Yes. To the best of my knowledge, this restriction is still there in HDF 1.12.0 with respect to the HDF5 file format. If you look at the file format specification, you will find it in sections IV.A.1.a. and IV.A.1.b. that the size of header message data has to fit into two bytes, i.e., the current maximum is 65,535.
H5Oget_info2 returns a H5O_info1_t
. Be sure to specify H5O_INFO_HDR
among the fields to be retrieved. (HDF5 1.10)
H5Oget_native_info returns a H5O_hdr_info_t
, which I believe also has the information you are asking. (HDF5 1.12+)
Quoting IV.A.
The header information of an object is designed to encompass all of the information about an object, except for the data itself. This information includes the dataspace, the datatype, information about how the data is stored on disk (in external files, compressed, broken up in blocks, and so on), as well as other information used by the library to speed up access to the data objects or maintain a file’s integrity. Information stored by user applications as attributes is also stored in the object’s header. The header of each object is not necessarily located immediately prior to the object’s data in the file and in fact, may be located in any position in the file. The order of the messages in an object header is not significant.
Object headers are composed of a prefix and a set of messages. The prefix contains the information needed to interpret the messages and a small amount of metadata about the object, and the messages contain the majority of the metadata about the object.
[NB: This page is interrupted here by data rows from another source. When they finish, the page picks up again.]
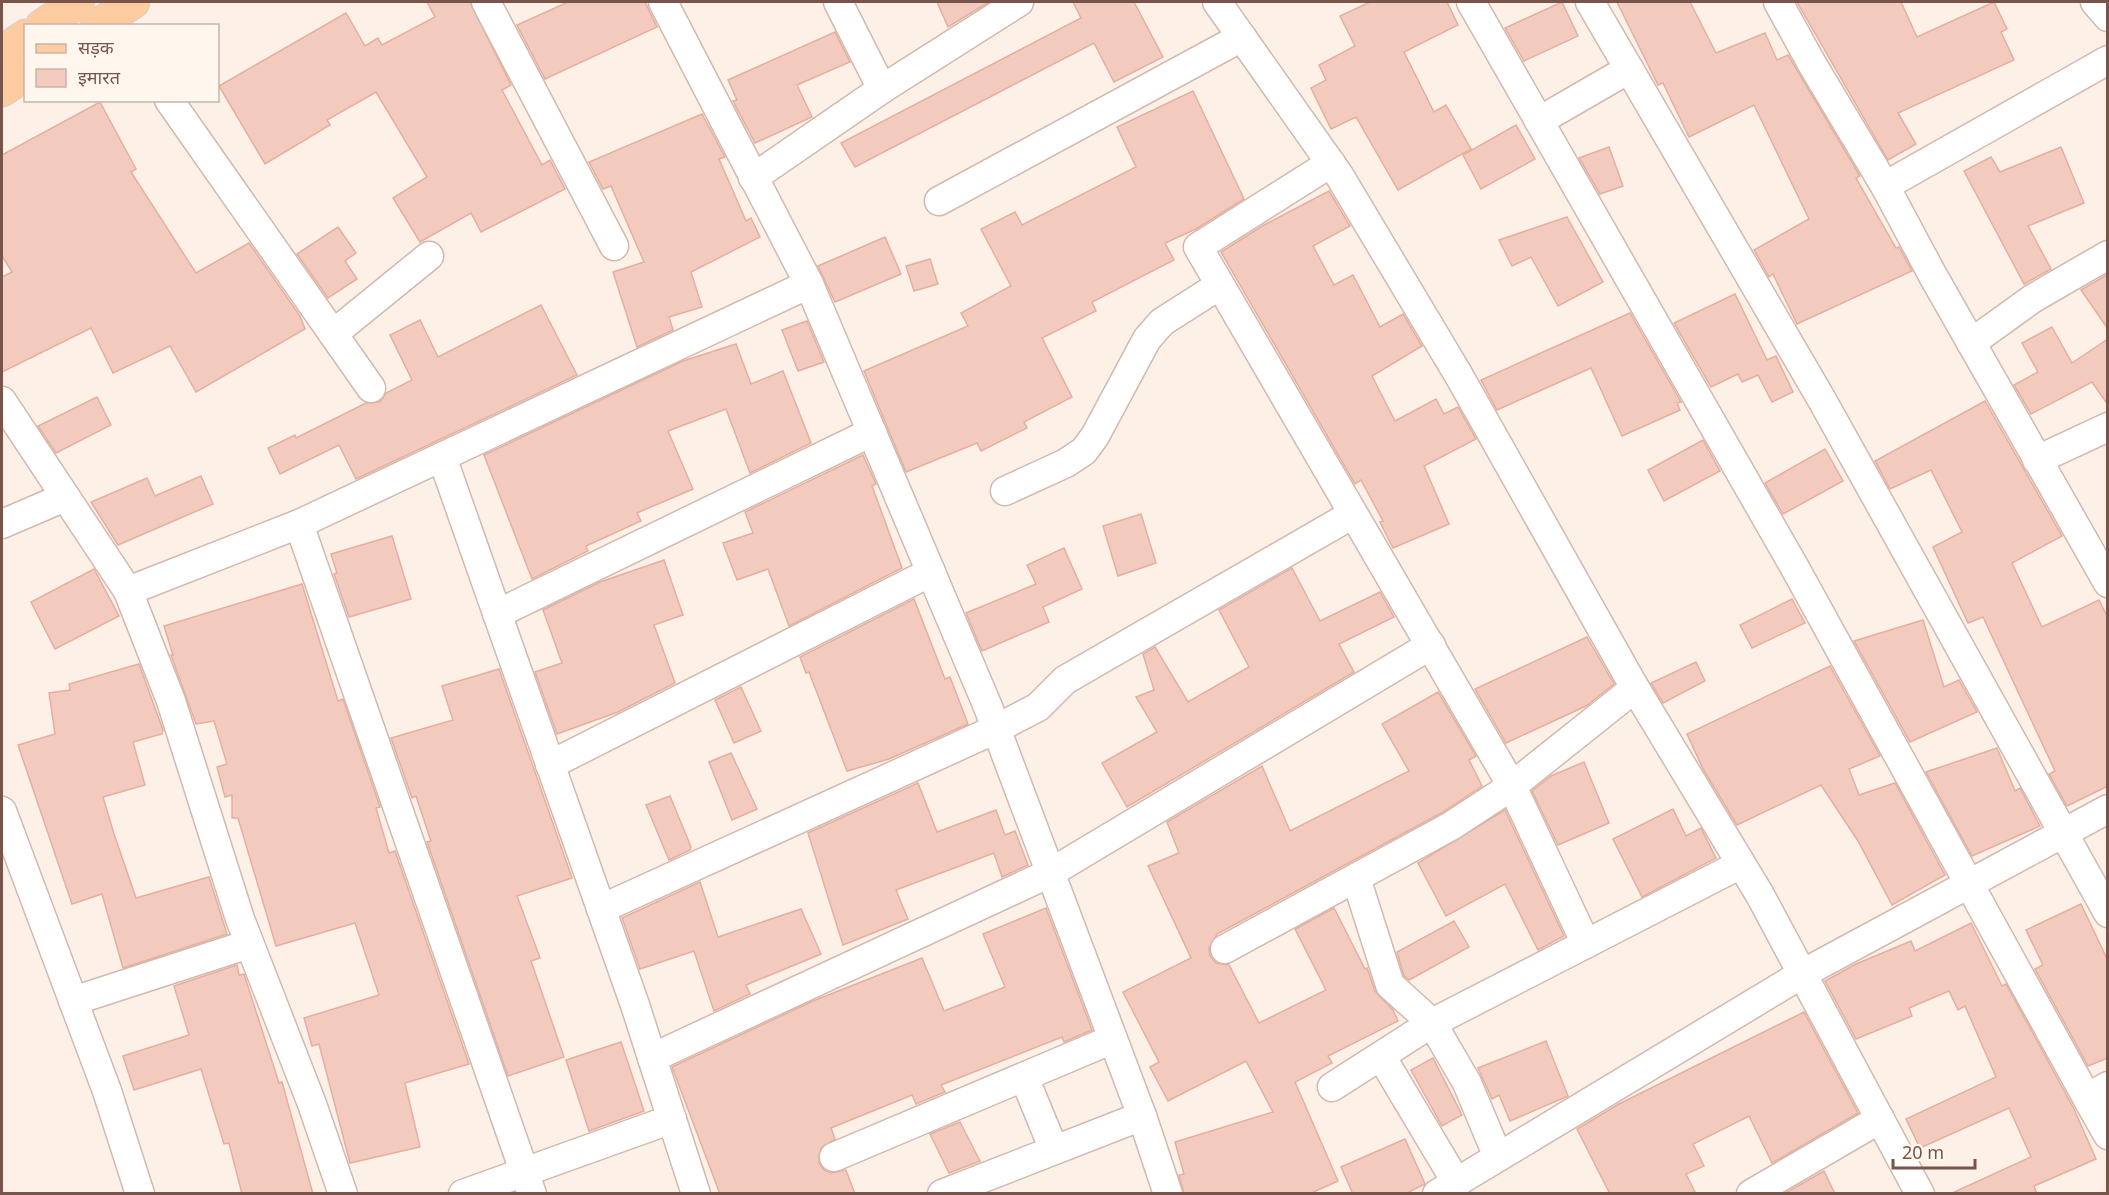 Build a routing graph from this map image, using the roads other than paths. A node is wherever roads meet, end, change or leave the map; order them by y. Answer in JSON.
{"nodes":[{"id":1,"x":78,"y":2,"type":"edge"},
{"id":2,"x":486,"y":2,"type":"edge"},
{"id":3,"x":663,"y":2,"type":"edge"},
{"id":4,"x":838,"y":2,"type":"edge"},
{"id":5,"x":1017,"y":2,"type":"edge"},
{"id":6,"x":1217,"y":2,"type":"edge"},
{"id":7,"x":1471,"y":2,"type":"edge"},
{"id":8,"x":1590,"y":2,"type":"edge"},
{"id":9,"x":1778,"y":2,"type":"edge"},
{"id":10,"x":2095,"y":2,"type":"edge"},
{"id":11,"x":2108,"y":17,"type":"edge"},
{"id":12,"x":45,"y":24,"type":"edge"},
{"id":13,"x":24,"y":37,"type":"edge"},
{"id":14,"x":1242,"y":37,"type":"junction"},
{"id":15,"x":2,"y":52,"type":"edge"},
{"id":16,"x":2108,"y":60,"type":"edge"},
{"id":17,"x":1629,"y":69,"type":"junction"},
{"id":18,"x":24,"y":75,"type":"edge"},
{"id":19,"x":882,"y":89,"type":"junction"},
{"id":20,"x":2,"y":90,"type":"edge"},
{"id":21,"x":169,"y":102,"type":"edge"},
{"id":22,"x":1539,"y":121,"type":"junction"},
{"id":23,"x":1331,"y":163,"type":"junction"},
{"id":24,"x":753,"y":178,"type":"junction"},
{"id":25,"x":1885,"y":186,"type":"junction"},
{"id":26,"x":939,"y":201,"type":"dead end"},
{"id":27,"x":614,"y":246,"type":"dead end"},
{"id":28,"x":2108,"y":255,"type":"edge"},
{"id":29,"x":429,"y":256,"type":"dead end"},
{"id":30,"x":809,"y":284,"type":"junction"},
{"id":31,"x":1220,"y":285,"type":"junction"},
{"id":32,"x":333,"y":334,"type":"junction"},
{"id":33,"x":1971,"y":343,"type":"junction"},
{"id":34,"x":371,"y":388,"type":"dead end"},
{"id":35,"x":2,"y":401,"type":"edge"},
{"id":36,"x":2108,"y":427,"type":"edge"},
{"id":37,"x":872,"y":432,"type":"junction"},
{"id":38,"x":442,"y":457,"type":"junction"},
{"id":39,"x":2037,"y":460,"type":"junction"},
{"id":40,"x":1005,"y":491,"type":"dead end"},
{"id":41,"x":65,"y":497,"type":"junction"},
{"id":42,"x":1353,"y":514,"type":"junction"},
{"id":43,"x":2,"y":524,"type":"edge"},
{"id":44,"x":299,"y":524,"type":"junction"},
{"id":45,"x":931,"y":572,"type":"junction"},
{"id":46,"x":2108,"y":583,"type":"edge"},
{"id":47,"x":128,"y":591,"type":"junction"},
{"id":48,"x":497,"y":614,"type":"junction"},
{"id":49,"x":1431,"y":645,"type":"junction"},
{"id":50,"x":1635,"y":688,"type":"junction"},
{"id":51,"x":996,"y":729,"type":"junction"},
{"id":52,"x":550,"y":765,"type":"junction"},
{"id":53,"x":1512,"y":786,"type":"junction"},
{"id":54,"x":2108,"y":809,"type":"edge"},
{"id":55,"x":2,"y":811,"type":"edge"},
{"id":56,"x":2064,"y":833,"type":"junction"},
{"id":57,"x":1741,"y":864,"type":"junction"},
{"id":58,"x":1050,"y":873,"type":"junction"},
{"id":59,"x":1356,"y":878,"type":"junction"},
{"id":60,"x":1969,"y":884,"type":"junction"},
{"id":61,"x":601,"y":909,"type":"junction"},
{"id":62,"x":2108,"y":913,"type":"edge"},
{"id":63,"x":249,"y":944,"type":"junction"},
{"id":64,"x":1586,"y":944,"type":"junction"},
{"id":65,"x":1225,"y":949,"type":"dead end"},
{"id":66,"x":1802,"y":974,"type":"junction"},
{"id":67,"x":73,"y":1001,"type":"junction"},
{"id":68,"x":1432,"y":1023,"type":"junction"},
{"id":69,"x":1113,"y":1039,"type":"junction"},
{"id":70,"x":1381,"y":1056,"type":"junction"},
{"id":71,"x":652,"y":1058,"type":"junction"},
{"id":72,"x":1024,"y":1077,"type":"junction"},
{"id":73,"x":1332,"y":1088,"type":"dead end"},
{"id":74,"x":2097,"y":1092,"type":"edge"},
{"id":75,"x":1143,"y":1116,"type":"junction"},
{"id":76,"x":672,"y":1119,"type":"junction"},
{"id":77,"x":1880,"y":1119,"type":"junction"},
{"id":78,"x":2108,"y":1135,"type":"edge"},
{"id":79,"x":1054,"y":1150,"type":"junction"},
{"id":80,"x":834,"y":1157,"type":"dead end"},
{"id":81,"x":1498,"y":1157,"type":"junction"},
{"id":82,"x":528,"y":1182,"type":"edge"},
{"id":83,"x":1446,"y":1187,"type":"edge"},
{"id":84,"x":140,"y":1194,"type":"edge"},
{"id":85,"x":343,"y":1194,"type":"edge"},
{"id":86,"x":464,"y":1194,"type":"edge"},
{"id":87,"x":696,"y":1194,"type":"edge"},
{"id":88,"x":942,"y":1194,"type":"edge"},
{"id":89,"x":1168,"y":1194,"type":"edge"},
{"id":90,"x":1751,"y":1194,"type":"edge"},
{"id":91,"x":1920,"y":1194,"type":"edge"}],
"edges":[{"from":1,"to":12,"type":"main road"},
{"from":2,"to":27,"type":"street"},
{"from":3,"to":24,"type":"street"},
{"from":4,"to":19,"type":"street"},
{"from":5,"to":19,"type":"street"},
{"from":6,"to":14,"type":"street"},
{"from":7,"to":22,"type":"street"},
{"from":8,"to":17,"type":"street"},
{"from":9,"to":25,"type":"street"},
{"from":10,"to":11,"type":"street"},
{"from":13,"to":15,"type":"main road"},
{"from":14,"to":23,"type":"street"},
{"from":14,"to":26,"type":"street"},
{"from":16,"to":25,"type":"street"},
{"from":17,"to":22,"type":"street"},
{"from":17,"to":56,"type":"street"},
{"from":18,"to":20,"type":"main road"},
{"from":19,"to":24,"type":"street"},
{"from":21,"to":32,"type":"street"},
{"from":22,"to":60,"type":"street"},
{"from":23,"to":31,"type":"street"},
{"from":23,"to":50,"type":"street"},
{"from":24,"to":30,"type":"street"},
{"from":25,"to":33,"type":"street"},
{"from":28,"to":33,"type":"street"},
{"from":29,"to":32,"type":"street"},
{"from":30,"to":37,"type":"street"},
{"from":30,"to":38,"type":"street"},
{"from":31,"to":40,"type":"street"},
{"from":31,"to":42,"type":"street"},
{"from":32,"to":34,"type":"street"},
{"from":33,"to":39,"type":"street"},
{"from":35,"to":41,"type":"street"},
{"from":36,"to":39,"type":"street"},
{"from":37,"to":45,"type":"street"},
{"from":37,"to":48,"type":"street"},
{"from":38,"to":44,"type":"street"},
{"from":38,"to":48,"type":"street"},
{"from":39,"to":46,"type":"street"},
{"from":41,"to":43,"type":"street"},
{"from":41,"to":47,"type":"street"},
{"from":42,"to":49,"type":"street"},
{"from":42,"to":51,"type":"street"},
{"from":44,"to":47,"type":"street"},
{"from":44,"to":82,"type":"street"},
{"from":45,"to":51,"type":"street"},
{"from":45,"to":52,"type":"street"},
{"from":47,"to":63,"type":"street"},
{"from":48,"to":52,"type":"street"},
{"from":49,"to":53,"type":"street"},
{"from":49,"to":58,"type":"street"},
{"from":50,"to":53,"type":"street"},
{"from":50,"to":57,"type":"street"},
{"from":51,"to":58,"type":"street"},
{"from":51,"to":61,"type":"street"},
{"from":52,"to":61,"type":"street"},
{"from":53,"to":59,"type":"street"},
{"from":53,"to":64,"type":"street"},
{"from":54,"to":56,"type":"street"},
{"from":55,"to":67,"type":"street"},
{"from":56,"to":60,"type":"street"},
{"from":56,"to":62,"type":"street"},
{"from":57,"to":64,"type":"street"},
{"from":57,"to":66,"type":"street"},
{"from":58,"to":69,"type":"street"},
{"from":58,"to":71,"type":"street"},
{"from":59,"to":65,"type":"street"},
{"from":59,"to":68,"type":"street"},
{"from":60,"to":66,"type":"street"},
{"from":60,"to":74,"type":"street"},
{"from":61,"to":71,"type":"street"},
{"from":63,"to":67,"type":"street"},
{"from":63,"to":85,"type":"street"},
{"from":64,"to":68,"type":"street"},
{"from":66,"to":77,"type":"street"},
{"from":66,"to":81,"type":"street"},
{"from":67,"to":84,"type":"street"},
{"from":68,"to":70,"type":"street"},
{"from":68,"to":81,"type":"street"},
{"from":69,"to":72,"type":"street"},
{"from":69,"to":75,"type":"street"},
{"from":70,"to":73,"type":"street"},
{"from":70,"to":83,"type":"street"},
{"from":71,"to":76,"type":"street"},
{"from":72,"to":79,"type":"street"},
{"from":72,"to":80,"type":"street"},
{"from":74,"to":78,"type":"street"},
{"from":75,"to":79,"type":"street"},
{"from":75,"to":89,"type":"street"},
{"from":76,"to":82,"type":"street"},
{"from":76,"to":87,"type":"street"},
{"from":77,"to":90,"type":"street"},
{"from":77,"to":91,"type":"street"},
{"from":79,"to":88,"type":"street"},
{"from":81,"to":83,"type":"street"},
{"from":82,"to":86,"type":"street"}]}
In the case of a datatype, the field names are part of the message encoding of a compound datatype (see section IV.A.2.d.). So, yes, they count against the 64 KB.
Can you tell us more about your use case? To be honest, I have yet to see a compelling use case for compound types with hundreds of fields. The implications for tools (interoperability) and performance are profound, and I’m sure you’ve thought about that. Are you really accessing whole records (all fields) most of the time? While on paper you can do partial I/O (accessing only a subset of fields), in practice you’ll lose a lot of read performance. Have you thought about at least breaking up your datatype monolith into column groups, i.e., use an (HDF5) group of datasets of compound types, and in the compounds really group only the fields that you are certain will always be accessed together?
Also, what are the field types involved?
Best, G.